____ Exercise input

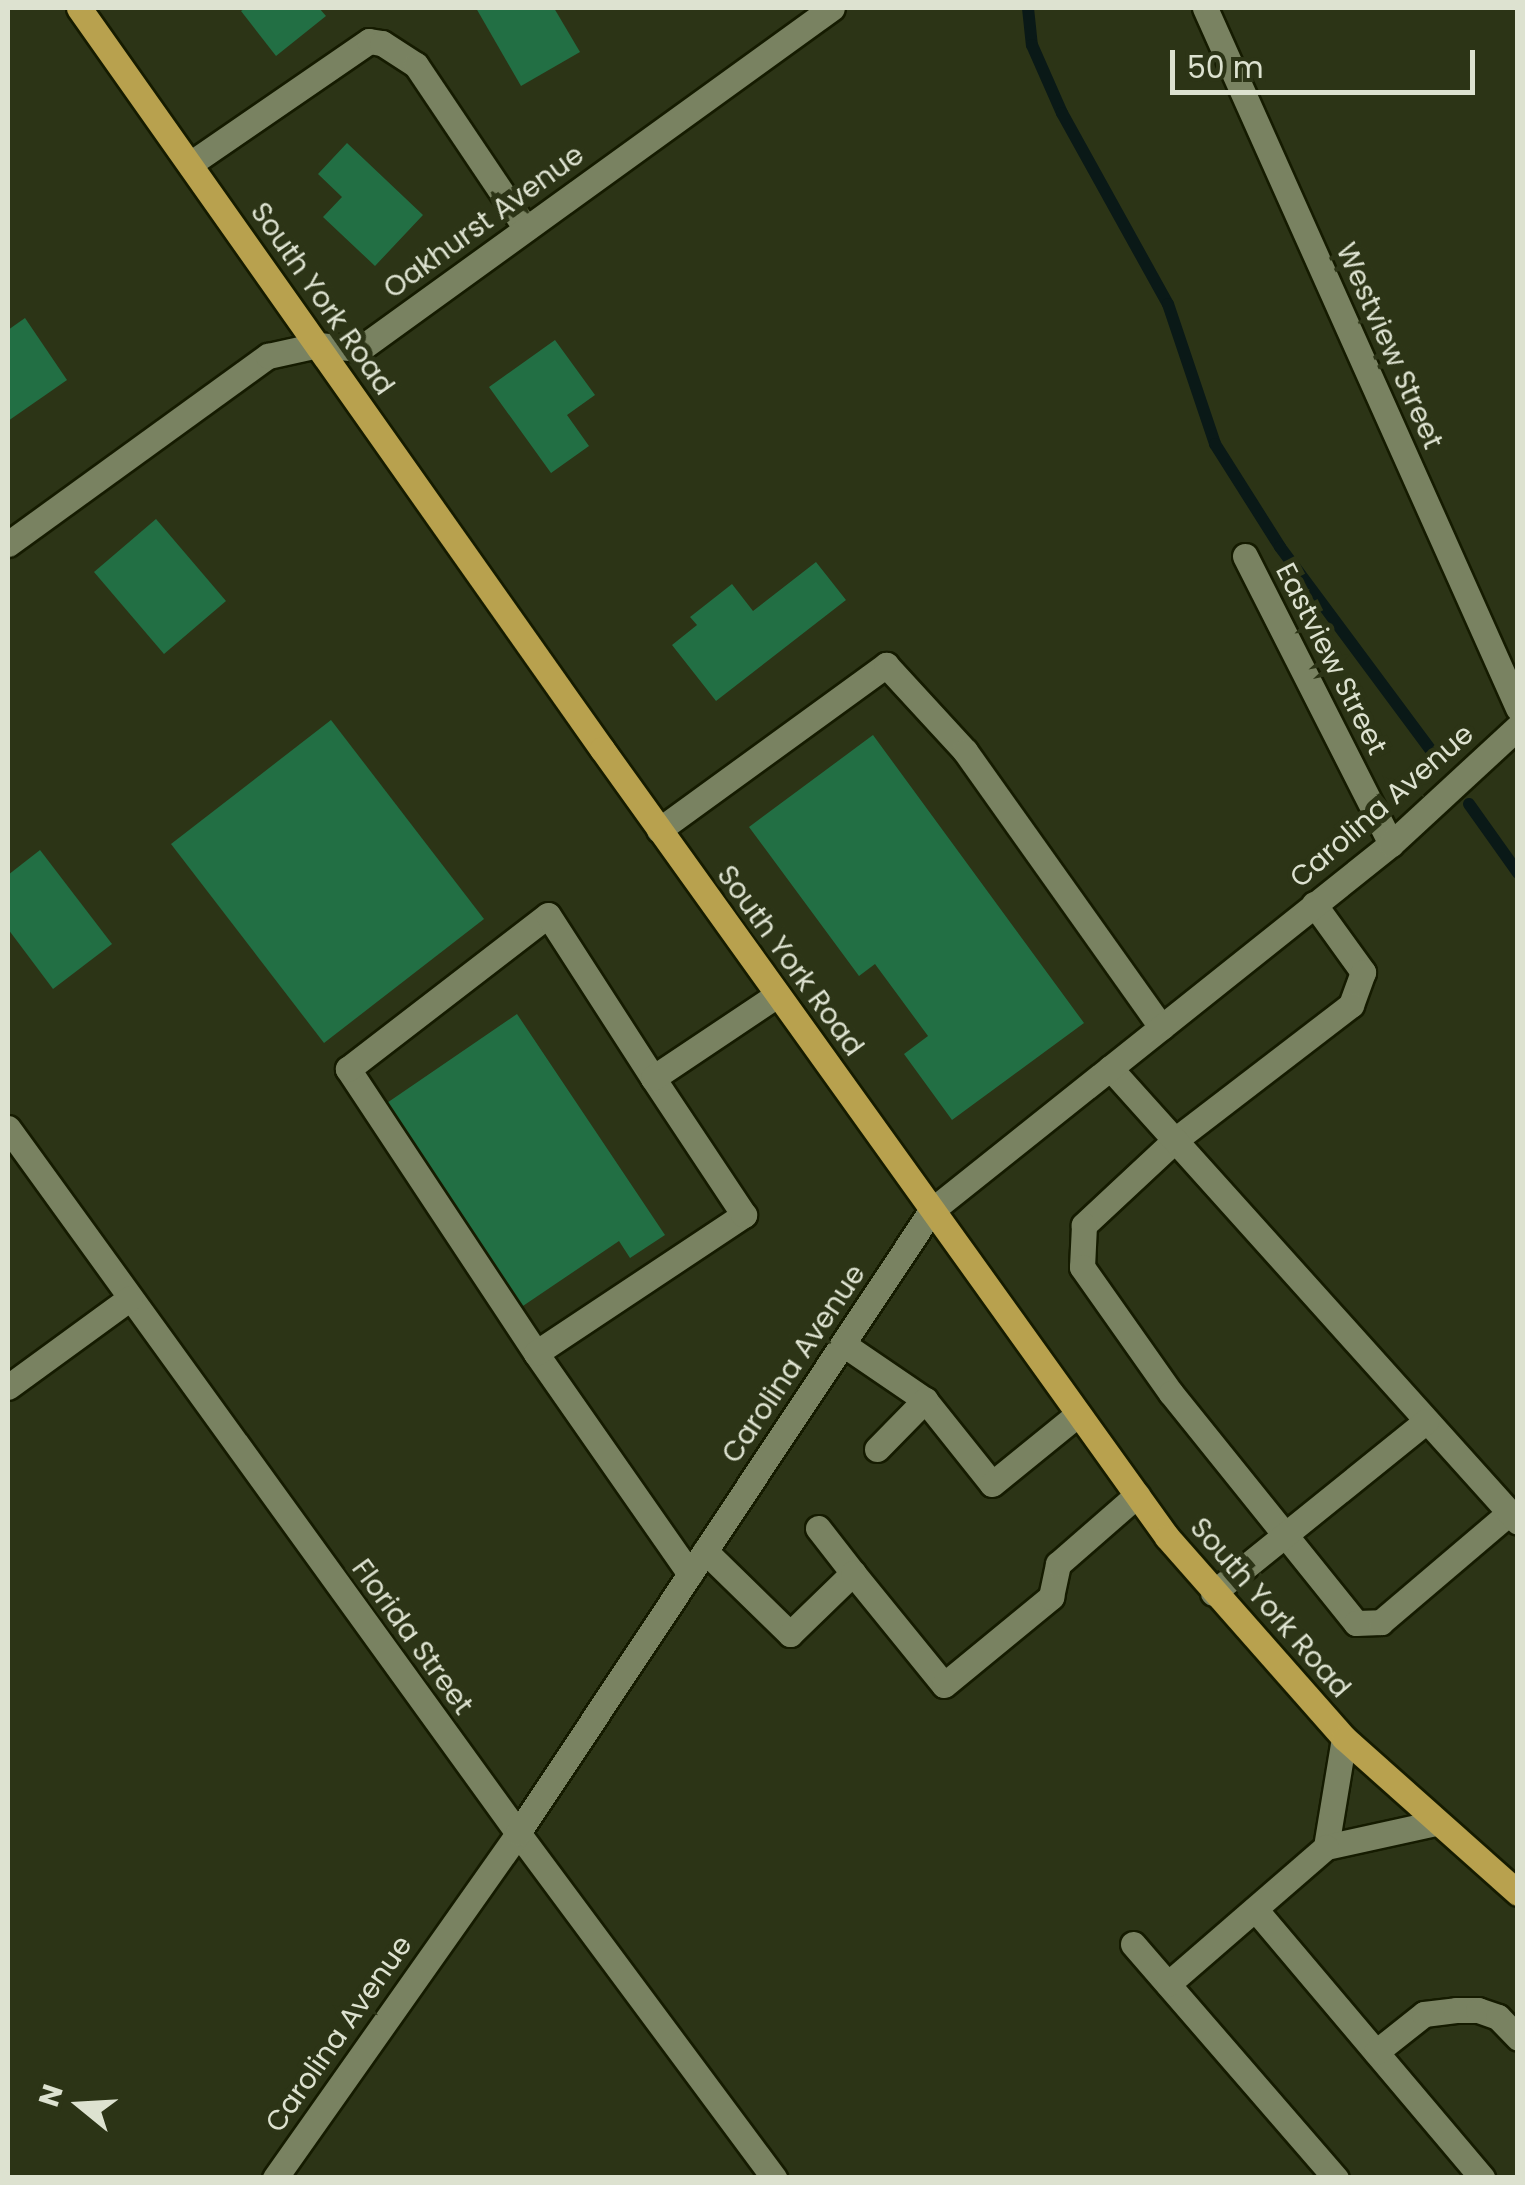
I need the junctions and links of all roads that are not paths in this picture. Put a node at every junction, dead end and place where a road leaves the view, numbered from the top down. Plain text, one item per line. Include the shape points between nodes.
1 (78, 8) edge
2 (1205, 8) edge
3 (821, 12) edge
4 (190, 164) junction
5 (526, 228) junction
6 (318, 345) junction
7 (8, 544) edge
8 (1244, 556) dead end
9 (1518, 708) edge
10 (1518, 726) edge
11 (660, 830) junction
12 (1390, 844) junction
13 (1314, 904) junction
14 (777, 995) junction
15 (1161, 1027) junction
16 (1110, 1068) junction
17 (653, 1078) junction
18 (8, 1128) edge
19 (1175, 1140) junction
20 (932, 1211) junction
21 (130, 1298) junction
22 (843, 1344) junction
23 (536, 1353) junction
24 (8, 1386) edge
25 (926, 1400) junction
26 (1078, 1414) junction
27 (1426, 1420) junction
28 (877, 1448) dead end
29 (1137, 1495) junction
30 (1513, 1518) edge
31 (818, 1528) dead end
32 (1283, 1536) junction
33 (705, 1551) junction
34 (853, 1572) junction
35 (690, 1574) junction
36 (1212, 1592) junction
37 (1344, 1738) junction
38 (1435, 1823) junction
39 (518, 1833) junction
40 (1326, 1847) junction
41 (1518, 1892) edge
42 (1254, 1909) junction
43 (1133, 1944) dead end
44 (1168, 1984) junction
45 (1518, 2038) edge
46 (1376, 2052) junction
47 (275, 2178) edge
48 (774, 2178) edge
49 (1336, 2178) edge
50 (1482, 2178) edge

1 - 4 main road, South York Road
2 - 9 street, Westview Street
3 - 5 street, Oakhurst Avenue
4 - 5 street via 370,41 382,42 416,65
4 - 6 main road, South York Road
5 - 6 street, Oakhurst Avenue via 360,349
6 - 7 street, Oakhurst Avenue via 268,356
6 - 11 main road, South York Road
8 - 12 street, Eastview Street
10 - 12 street, Carolina Avenue
11 - 14 main road, South York Road
11 - 15 street via 886,666 964,750
12 - 13 street, Carolina Avenue
13 - 15 street, Carolina Avenue
13 - 19 street via 1363,972 1351,1005
14 - 17 street
14 - 20 main road, South York Road
15 - 16 street, Carolina Avenue
16 - 19 street
16 - 20 street, Carolina Avenue
17 - 23 street via 744,1215
17 - 23 street via 548,915 348,1068
18 - 21 street, Florida Street
19 - 27 street
19 - 32 street via 1084,1225 1082,1267
20 - 22 street, Carolina Avenue
20 - 26 main road, South York Road
21 - 24 street
21 - 39 street, Florida Street
22 - 25 street
22 - 33 street, Carolina Avenue
23 - 35 street
25 - 26 street via 992,1484
25 - 28 street
26 - 29 main road, South York Road
27 - 30 street
27 - 32 street
29 - 34 street via 1058,1564 1051,1597 944,1685
29 - 36 main road, South York Road
30 - 32 street via 1380,1622 1356,1623
31 - 34 street
32 - 36 street
33 - 34 street via 790,1634
33 - 35 street, Carolina Avenue
35 - 39 street, Carolina Avenue
36 - 37 main road, South York Road
37 - 38 main road, South York Road
37 - 40 street
38 - 40 street
38 - 41 main road, South York Road
39 - 47 street, Carolina Avenue
39 - 48 street, Florida Street
40 - 42 street
42 - 44 street
42 - 46 street
43 - 44 street
44 - 49 street
45 - 46 street via 1498,2017 1456,2010 1424,2014
46 - 50 street

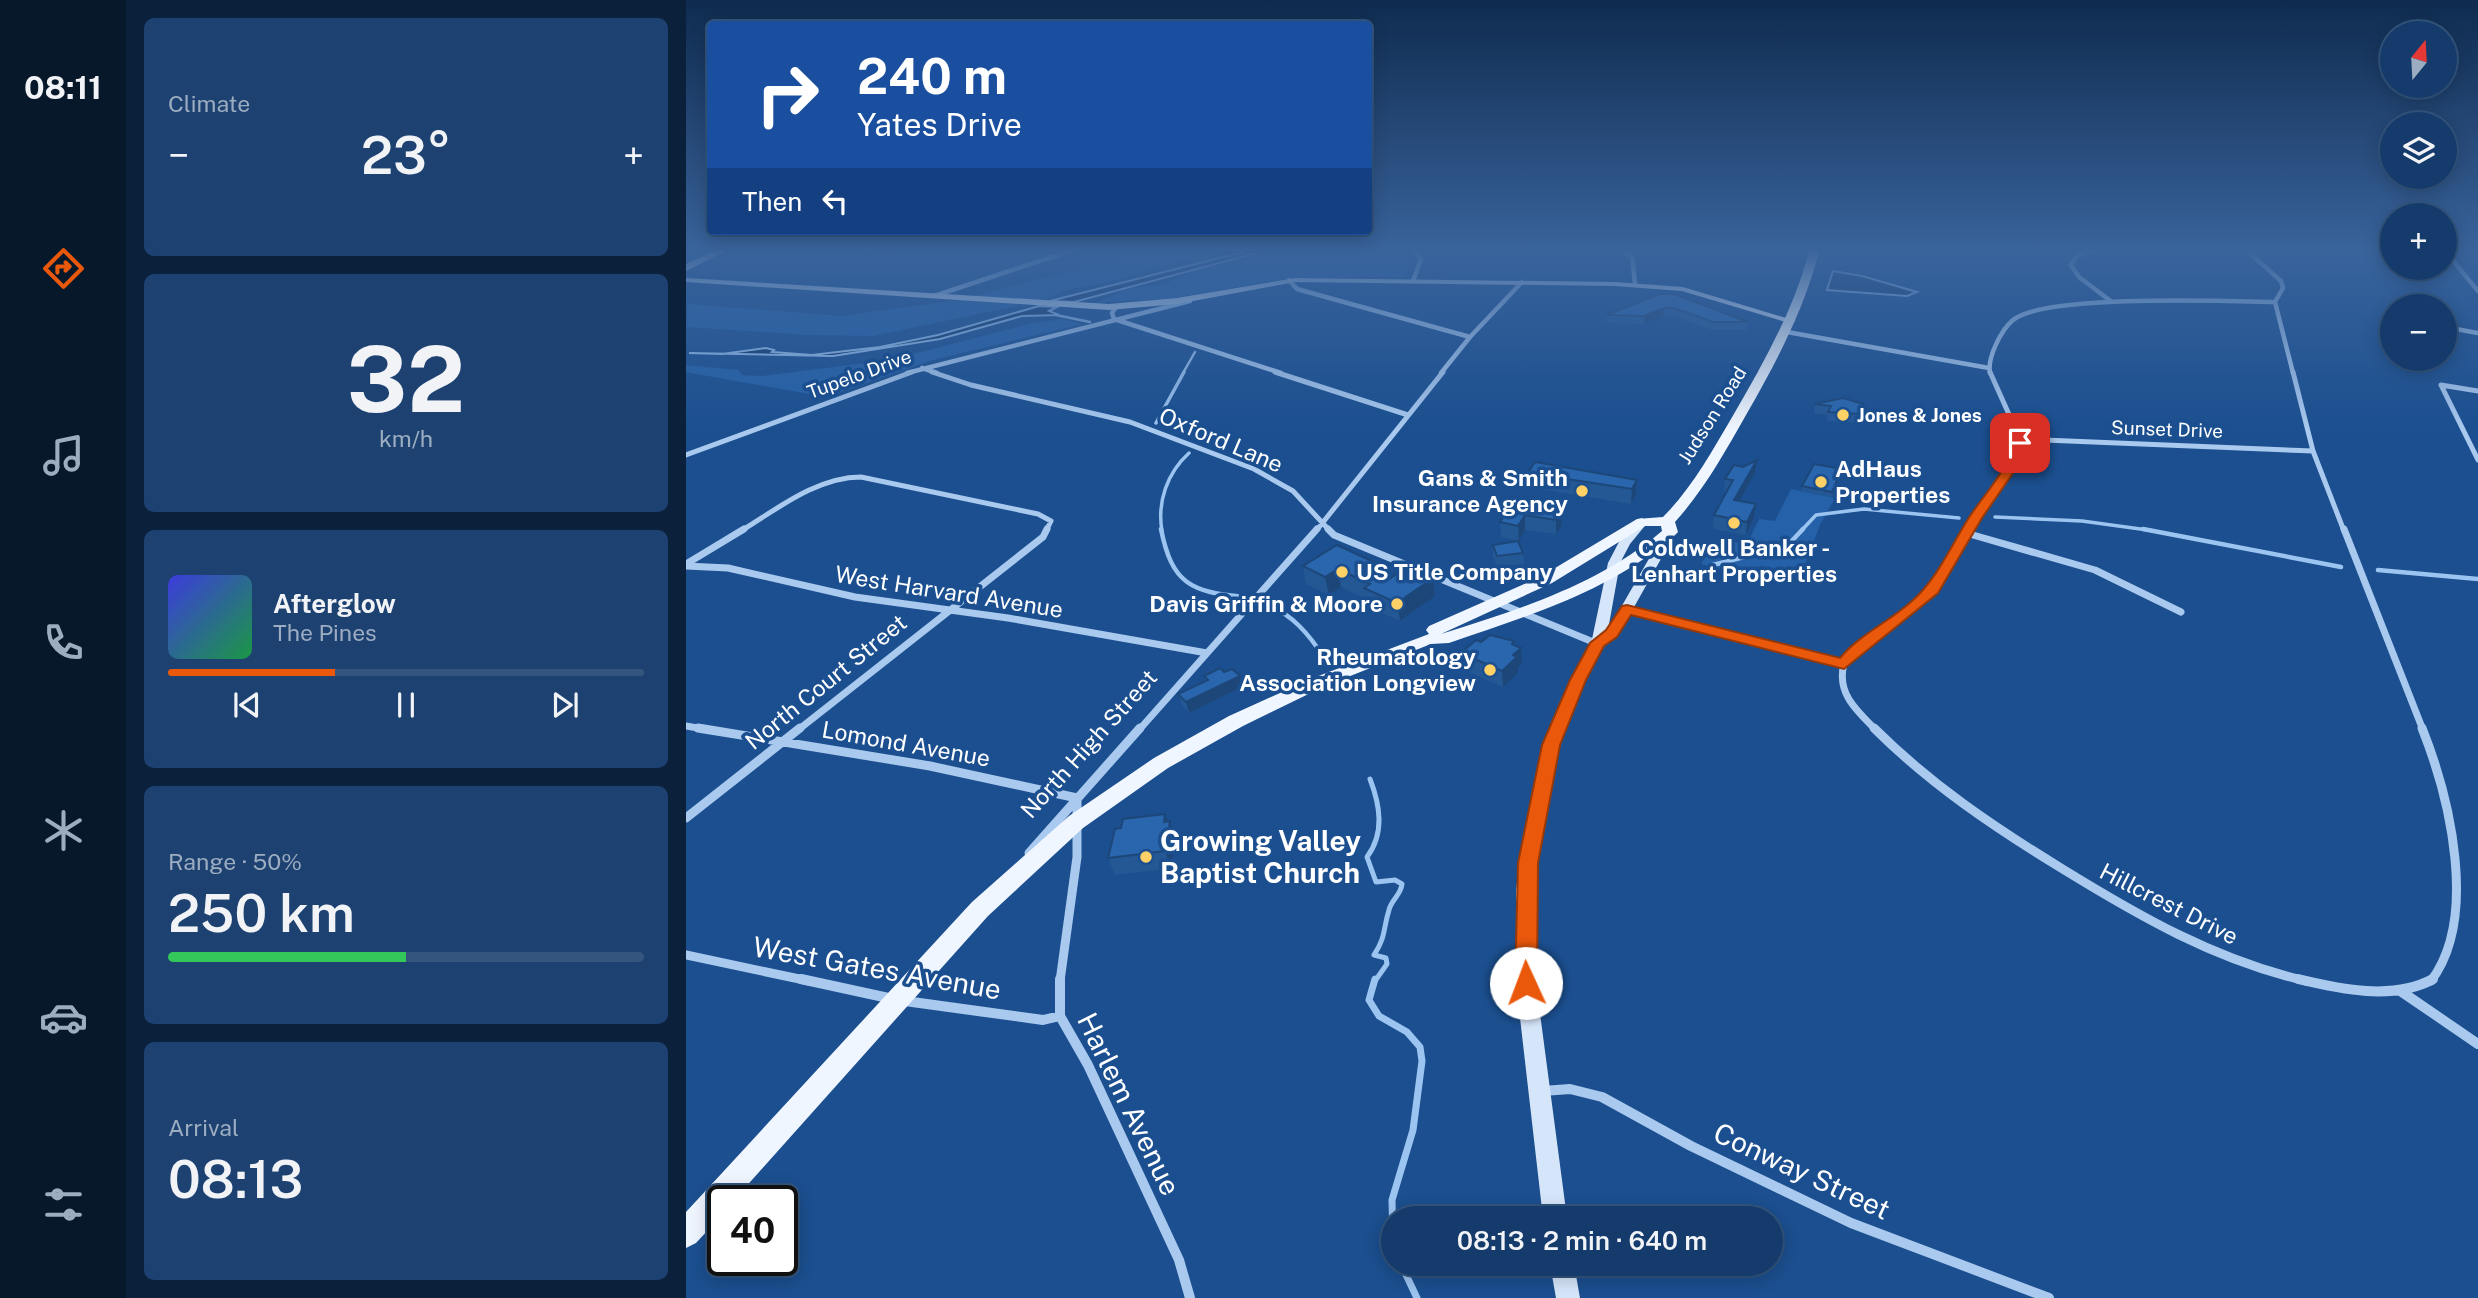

________

■ Your objective
Transcribe all of the records above exactly; no image should appear in what you write.

■ Answer to this task
I need the junctions and links of all roads that are not paths in this picture. Put a node at every junction, dead end and place where a road leaves the view, numbered from the top down. Plain text, one item per line. Include the shape points between nodes.
1 (78, 8) edge
2 (1205, 8) edge
3 (821, 12) edge
4 (190, 164) junction
5 (526, 228) junction
6 (318, 345) junction
7 (8, 544) edge
8 (1244, 556) dead end
9 (1518, 708) edge
10 (1518, 726) edge
11 (660, 830) junction
12 (1390, 844) junction
13 (1314, 904) junction
14 (777, 995) junction
15 (1161, 1027) junction
16 (1110, 1068) junction
17 (653, 1078) junction
18 (8, 1128) edge
19 (1175, 1140) junction
20 (932, 1211) junction
21 (130, 1298) junction
22 (843, 1344) junction
23 (536, 1353) junction
24 (8, 1386) edge
25 (926, 1400) junction
26 (1078, 1414) junction
27 (1426, 1420) junction
28 (877, 1448) dead end
29 (1137, 1495) junction
30 (1513, 1518) edge
31 (818, 1528) dead end
32 (1283, 1536) junction
33 (705, 1551) junction
34 (853, 1572) junction
35 (690, 1574) junction
36 (1212, 1592) junction
37 (1344, 1738) junction
38 (1435, 1823) junction
39 (518, 1833) junction
40 (1326, 1847) junction
41 (1518, 1892) edge
42 (1254, 1909) junction
43 (1133, 1944) dead end
44 (1168, 1984) junction
45 (1518, 2038) edge
46 (1376, 2052) junction
47 (275, 2178) edge
48 (774, 2178) edge
49 (1336, 2178) edge
50 (1482, 2178) edge

1 - 4 main road, South York Road
2 - 9 street, Westview Street
3 - 5 street, Oakhurst Avenue
4 - 5 street via 370,41 382,42 416,65
4 - 6 main road, South York Road
5 - 6 street, Oakhurst Avenue via 360,349
6 - 7 street, Oakhurst Avenue via 268,356
6 - 11 main road, South York Road
8 - 12 street, Eastview Street
10 - 12 street, Carolina Avenue
11 - 14 main road, South York Road
11 - 15 street via 886,666 964,750
12 - 13 street, Carolina Avenue
13 - 15 street, Carolina Avenue
13 - 19 street via 1363,972 1351,1005
14 - 17 street
14 - 20 main road, South York Road
15 - 16 street, Carolina Avenue
16 - 19 street
16 - 20 street, Carolina Avenue
17 - 23 street via 744,1215
17 - 23 street via 548,915 348,1068
18 - 21 street, Florida Street
19 - 27 street
19 - 32 street via 1084,1225 1082,1267
20 - 22 street, Carolina Avenue
20 - 26 main road, South York Road
21 - 24 street
21 - 39 street, Florida Street
22 - 25 street
22 - 33 street, Carolina Avenue
23 - 35 street
25 - 26 street via 992,1484
25 - 28 street
26 - 29 main road, South York Road
27 - 30 street
27 - 32 street
29 - 34 street via 1058,1564 1051,1597 944,1685
29 - 36 main road, South York Road
30 - 32 street via 1380,1622 1356,1623
31 - 34 street
32 - 36 street
33 - 34 street via 790,1634
33 - 35 street, Carolina Avenue
35 - 39 street, Carolina Avenue
36 - 37 main road, South York Road
37 - 38 main road, South York Road
37 - 40 street
38 - 40 street
38 - 41 main road, South York Road
39 - 47 street, Carolina Avenue
39 - 48 street, Florida Street
40 - 42 street
42 - 44 street
42 - 46 street
43 - 44 street
44 - 49 street
45 - 46 street via 1498,2017 1456,2010 1424,2014
46 - 50 street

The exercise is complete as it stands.